**ACTIVITY**
However many lines the data holds, transcribe them all exactly.

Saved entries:
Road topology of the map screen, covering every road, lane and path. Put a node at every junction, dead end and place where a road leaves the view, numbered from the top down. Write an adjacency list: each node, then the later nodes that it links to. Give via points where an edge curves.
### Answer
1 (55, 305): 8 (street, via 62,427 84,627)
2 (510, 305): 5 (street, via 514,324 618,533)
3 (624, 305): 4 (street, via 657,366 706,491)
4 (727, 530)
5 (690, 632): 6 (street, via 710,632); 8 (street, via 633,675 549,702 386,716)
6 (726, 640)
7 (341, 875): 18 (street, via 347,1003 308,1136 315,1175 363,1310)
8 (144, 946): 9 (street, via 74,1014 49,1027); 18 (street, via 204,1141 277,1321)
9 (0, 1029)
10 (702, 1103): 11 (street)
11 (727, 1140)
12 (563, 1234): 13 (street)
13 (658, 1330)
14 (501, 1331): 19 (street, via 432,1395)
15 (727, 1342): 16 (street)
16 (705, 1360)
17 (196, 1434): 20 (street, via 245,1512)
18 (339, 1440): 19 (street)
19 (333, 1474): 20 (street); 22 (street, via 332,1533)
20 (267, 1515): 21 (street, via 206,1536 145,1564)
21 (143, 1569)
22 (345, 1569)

**SOLUTION TO THE PROBLEM**
Road topology of the map screen, covering every road, lane and path. Put a node at every junction, dead end and place where a road leaves the view, numbered from the top down. Write an adjacency list: each node, then the later nodes that it links to. Give via points where an edge curves.
### Answer
1 (55, 305): 8 (street, via 62,427 84,627)
2 (510, 305): 5 (street, via 514,324 618,533)
3 (624, 305): 4 (street, via 657,366 706,491)
4 (727, 530)
5 (690, 632): 6 (street, via 710,632); 8 (street, via 633,675 549,702 386,716)
6 (726, 640)
7 (341, 875): 18 (street, via 347,1003 308,1136 315,1175 363,1310)
8 (144, 946): 9 (street, via 74,1014 49,1027); 18 (street, via 204,1141 277,1321)
9 (0, 1029)
10 (702, 1103): 11 (street)
11 (727, 1140)
12 (563, 1234): 13 (street)
13 (658, 1330)
14 (501, 1331): 19 (street, via 432,1395)
15 (727, 1342): 16 (street)
16 (705, 1360)
17 (196, 1434): 20 (street, via 245,1512)
18 (339, 1440): 19 (street)
19 (333, 1474): 20 (street); 22 (street, via 332,1533)
20 (267, 1515): 21 (street, via 206,1536 145,1564)
21 (143, 1569)
22 (345, 1569)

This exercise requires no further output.